### What this task involves
Copy the data below exactly. Any pictures in it should be omitted.

### Given information
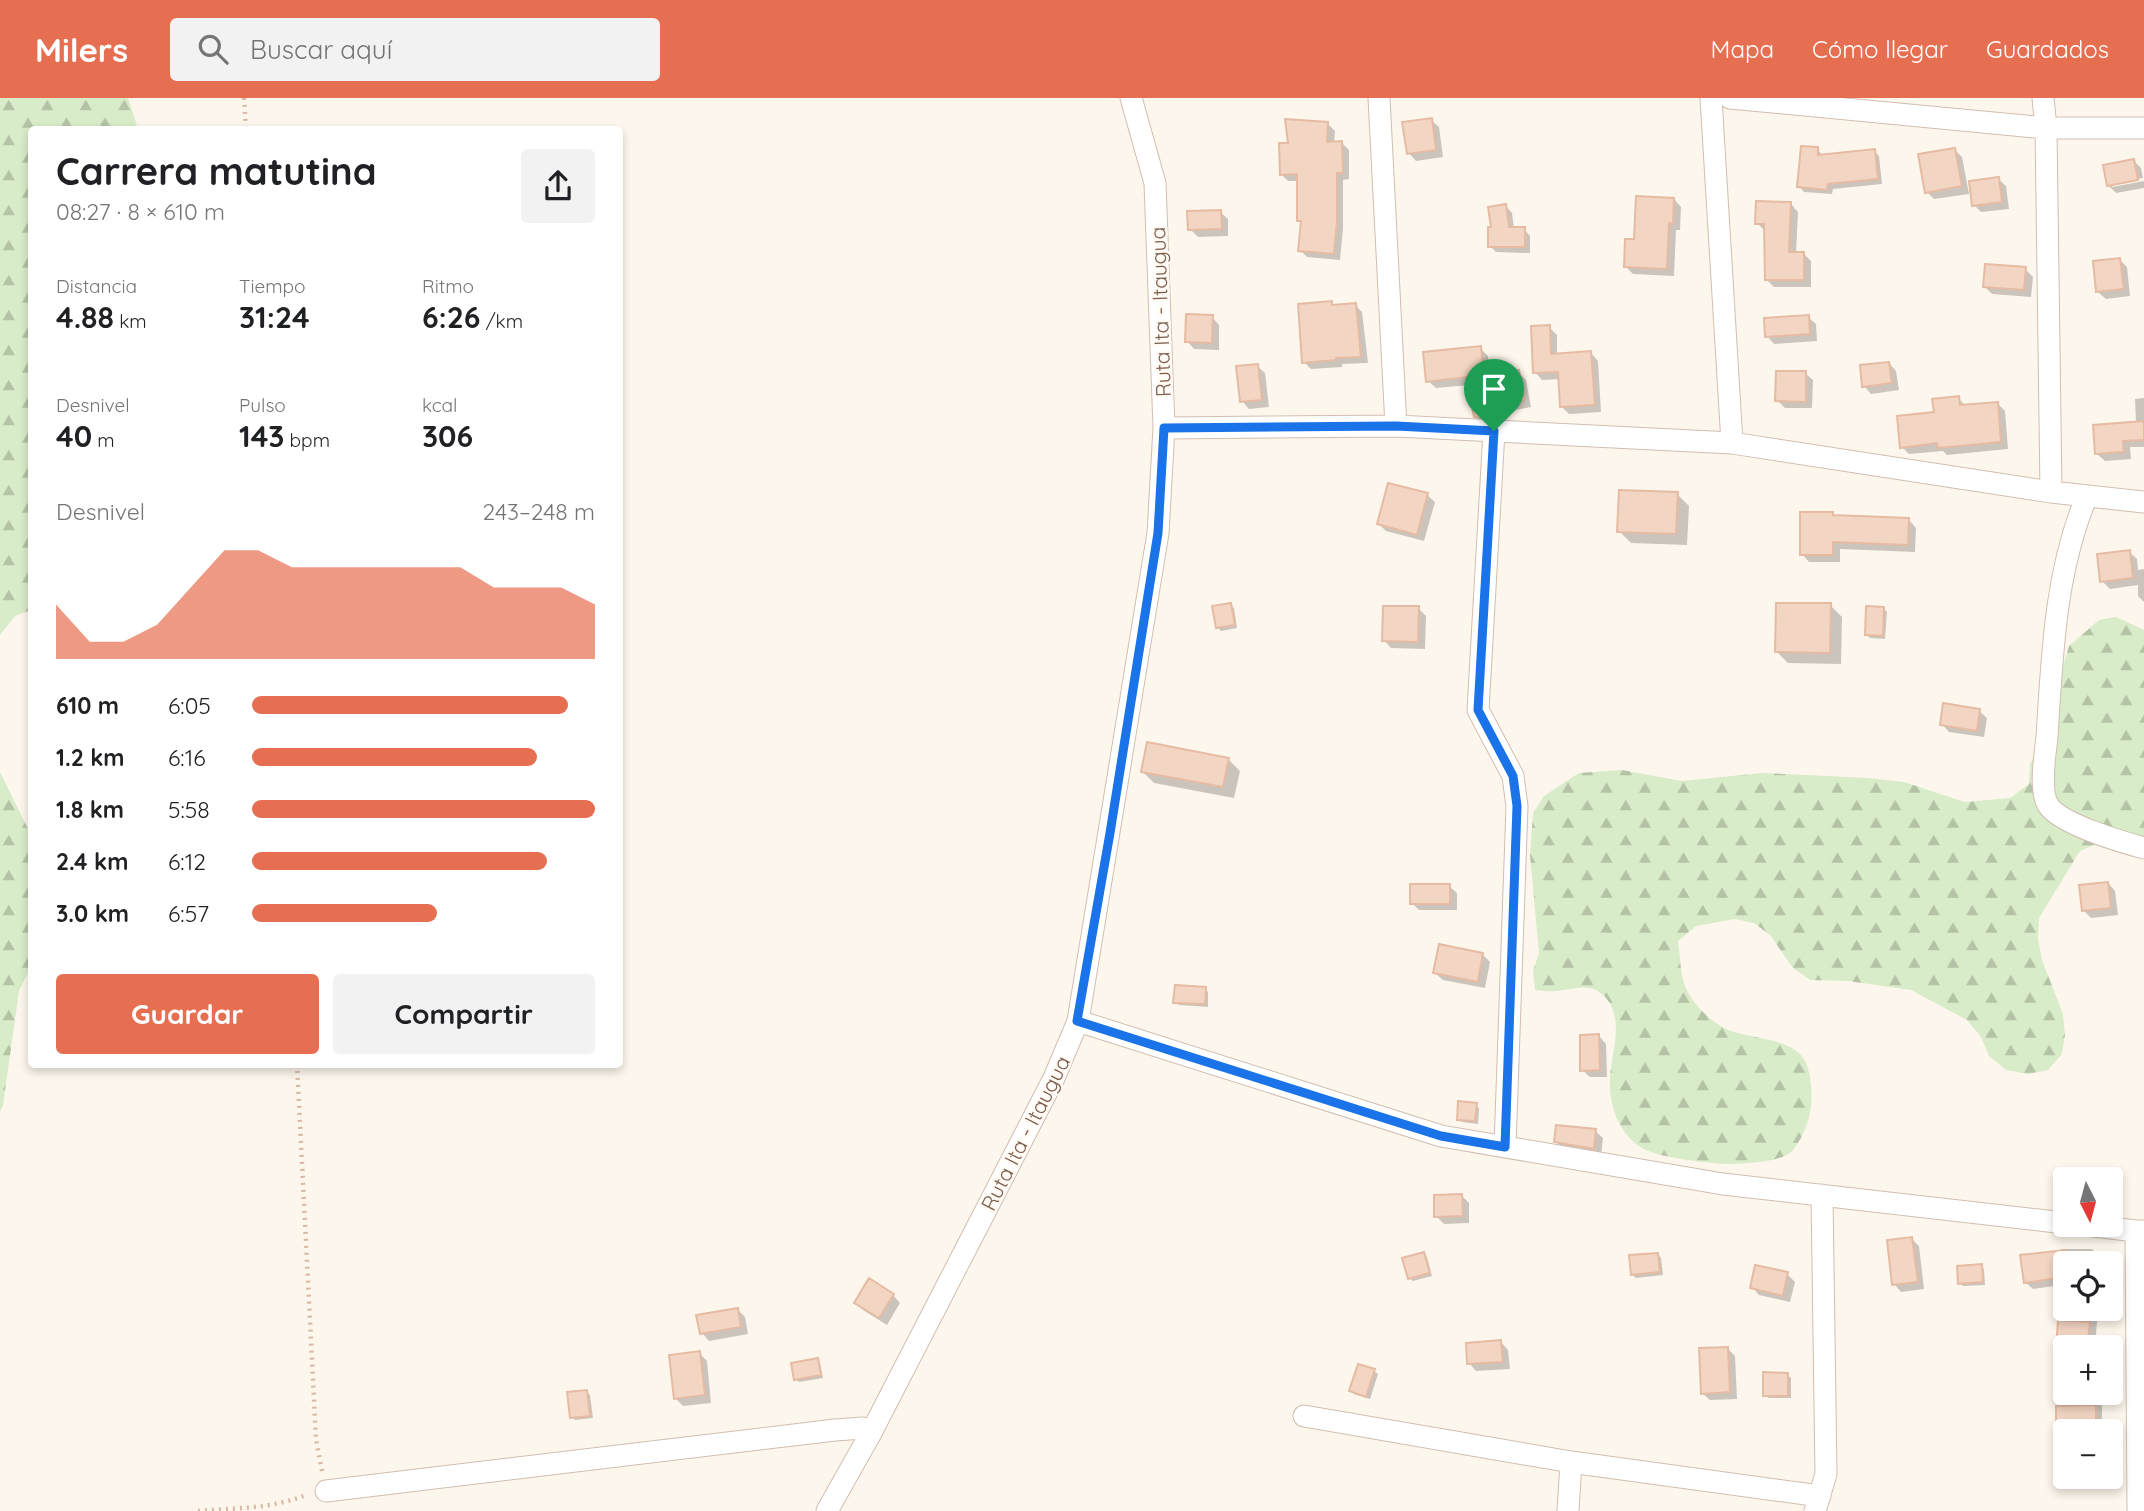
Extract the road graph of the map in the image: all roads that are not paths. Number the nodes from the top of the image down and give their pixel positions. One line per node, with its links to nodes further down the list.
1 (1131, 98): 9 (street, Ruta Ita - Itaugua)
2 (1379, 98): 8 (street)
3 (1711, 98): 11 (street)
4 (1730, 98): 6 (street)
5 (2043, 98): 6 (street)
6 (2046, 128): 7 (street); 12 (street)
7 (2144, 128)
8 (1396, 426): 9 (street); 10 (street)
9 (1164, 428): 16 (street, Ruta Ita - Itaugua)
10 (1494, 431): 11 (street); 17 (street)
11 (1732, 443): 12 (street)
12 (2051, 492): 13 (street)
13 (2087, 496): 14 (street); 15 (street)
14 (2144, 502)
15 (2144, 848)
16 (1077, 1021): 17 (street); 22 (street, Ruta Ita - Itaugua)
17 (1505, 1147): 18 (street)
18 (1822, 1195): 19 (street); 25 (street)
19 (2053, 1222)
20 (2140, 1231): 28 (street)
21 (1304, 1416): 23 (street)
22 (872, 1431): 24 (street); 26 (street, Ruta Ita - Itaugua)
23 (1571, 1462): 25 (street); 27 (street)
24 (326, 1491)
25 (1817, 1503)
26 (827, 1511)
27 (1569, 1511)
28 (2138, 1511)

### Written response
Extract the road graph of the map in the image: all roads that are not paths. Number the nodes from the top of the image down and give their pixel positions. One line per node, with its links to nodes further down the list.
1 (1131, 98): 9 (street, Ruta Ita - Itaugua)
2 (1379, 98): 8 (street)
3 (1711, 98): 11 (street)
4 (1730, 98): 6 (street)
5 (2043, 98): 6 (street)
6 (2046, 128): 7 (street); 12 (street)
7 (2144, 128)
8 (1396, 426): 9 (street); 10 (street)
9 (1164, 428): 16 (street, Ruta Ita - Itaugua)
10 (1494, 431): 11 (street); 17 (street)
11 (1732, 443): 12 (street)
12 (2051, 492): 13 (street)
13 (2087, 496): 14 (street); 15 (street)
14 (2144, 502)
15 (2144, 848)
16 (1077, 1021): 17 (street); 22 (street, Ruta Ita - Itaugua)
17 (1505, 1147): 18 (street)
18 (1822, 1195): 19 (street); 25 (street)
19 (2053, 1222)
20 (2140, 1231): 28 (street)
21 (1304, 1416): 23 (street)
22 (872, 1431): 24 (street); 26 (street, Ruta Ita - Itaugua)
23 (1571, 1462): 25 (street); 27 (street)
24 (326, 1491)
25 (1817, 1503)
26 (827, 1511)
27 (1569, 1511)
28 (2138, 1511)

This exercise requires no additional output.